For many nuclear-encoded plastid-derived genes, their protein products often function in the original plastids. Loss of plastids would undoubtedly affect the retention of algal genes that are related to plastid functionality. It is also possible that acquired genes might have been secondarily lost over time, especially if the recipient lineage was subject to major ecological, physiological or genomic shift. If so, the available methods, either based on phylogenetic analyses or statistical genomics, may not be able to accurately detect traces of historical plastids. The absence of algal genes in a eukaryote should not be interpreted as evidence for absence of historical plastids. On the other hand, unless other circumstantial evidence exists, there are always other alternative, sometimes more plausible, explanations for algal genes identified in a plastid-lacking eukaryote.
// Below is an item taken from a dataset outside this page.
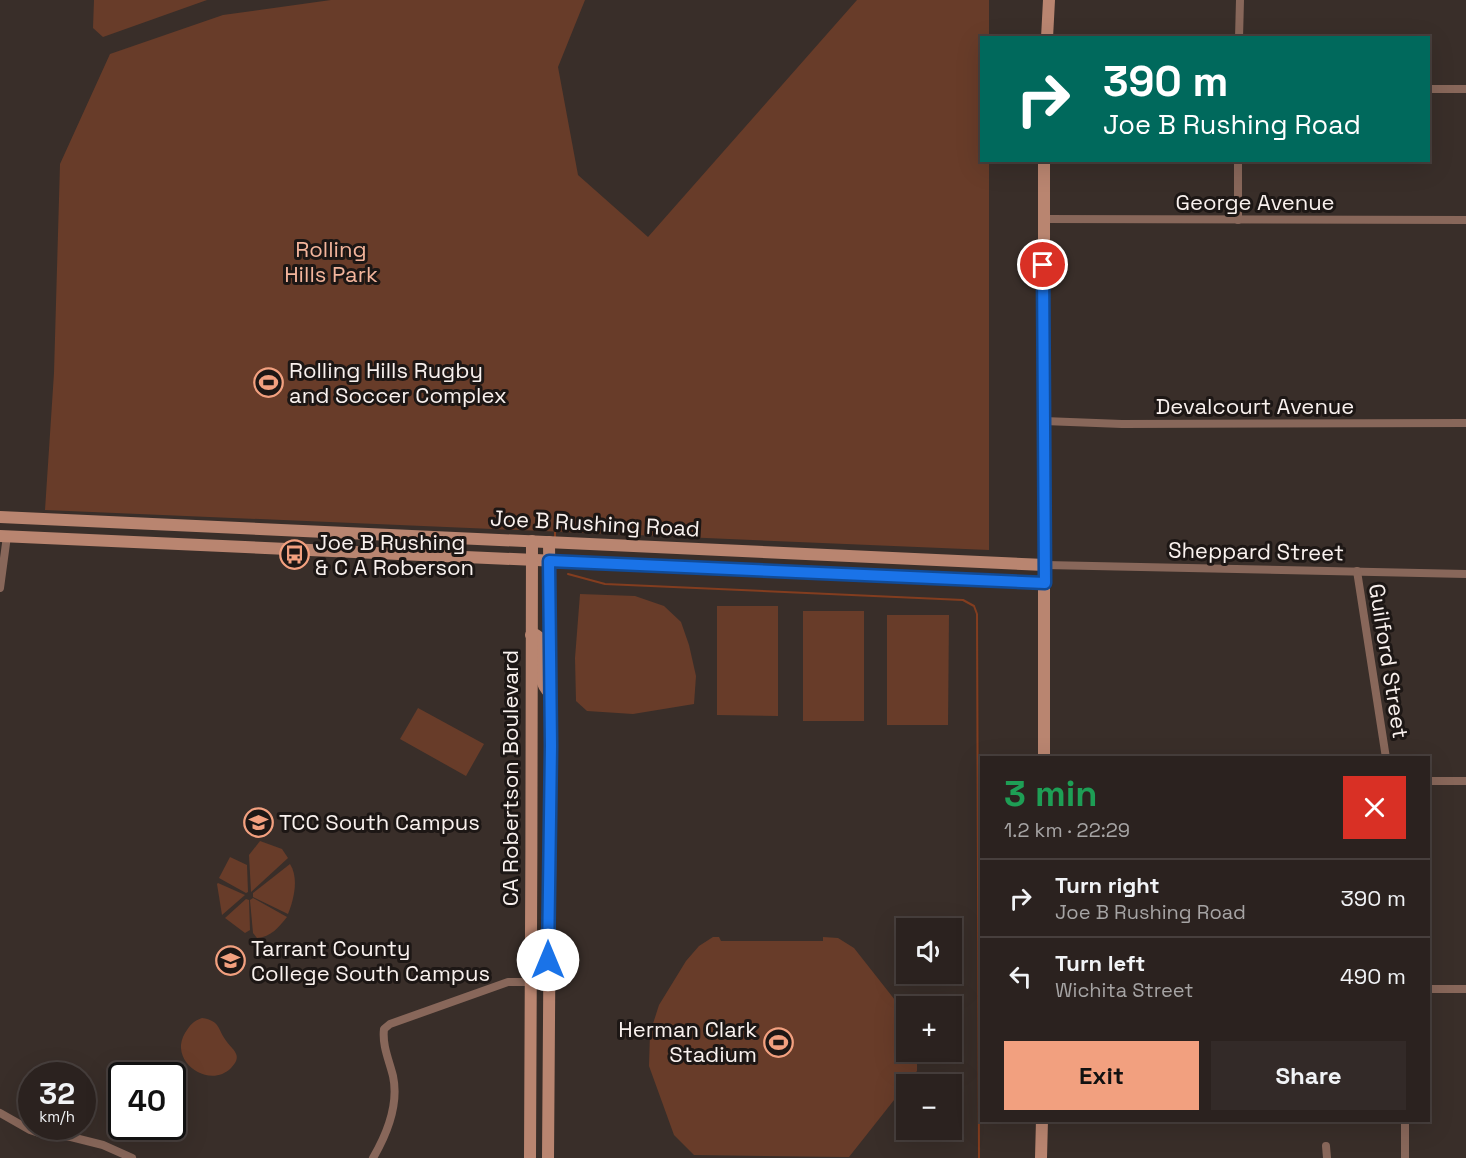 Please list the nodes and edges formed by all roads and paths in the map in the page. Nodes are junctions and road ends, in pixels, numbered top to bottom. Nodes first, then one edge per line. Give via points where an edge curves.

When should a historical plastid (or a stable endosymbiont over an extended period of time) be inferred? There probably is no single best criterion to address this question. However, because any major evolutionary event such as plastids or endosymbionts will likely trigger serial changes at molecular, cellular and morphological levels in the recipient organism, a historical endosymbiont may be more reliably inferred based on collective evidence, including ideally a strong and consistent phylogenetic signal from multiple genes. The notion of a historical plastid in Cryptosporidium is less questionable largely because of the existence of plastids in many other extant apicomplexans. Such a plastid was speculated even before the finding of algal genes in Cryptosporidium., In this case, the algal genes identified in Cryptosporidium genome only provided additional supporting evidence for a historical plastid. Similarly, chlamydial genes in photosynthetic eukaryotes were attributed to an obsolete endosymbiont in the ancestor of Plantae (red algae, green plants and glaucophytes). Such a suggestion was made not only based on the number of chlamydial genes in photosynthetic eukaryotes, but also largely on the fact that all extant chlamydiae are obligate endosymbionts. In the case of choanoflagellates and animals, no any other evidence exists for historical plastids in these lineages. Because the recipients in both cases are phagotrophic and because acquired genes are mostly from major components of marine food web, independent HGT through feeding activities appears to be a more plausible explanation.

Conclusion

Inference of historical plastids or endosymbionts from genomic data is not only highly important, but also highly complex and controversial. The two studies on choanoflagellates and animals suggest that algal genes in plastid-lacking eukaryotes are not necessarily linked to historical plastids or algal endosymbionts. To better understand the mechanisms of algal gene acquisition and evolutionary histories of the host lineages, independent evidence from other aspects should be considered before historical plastids are invoked as an explanation.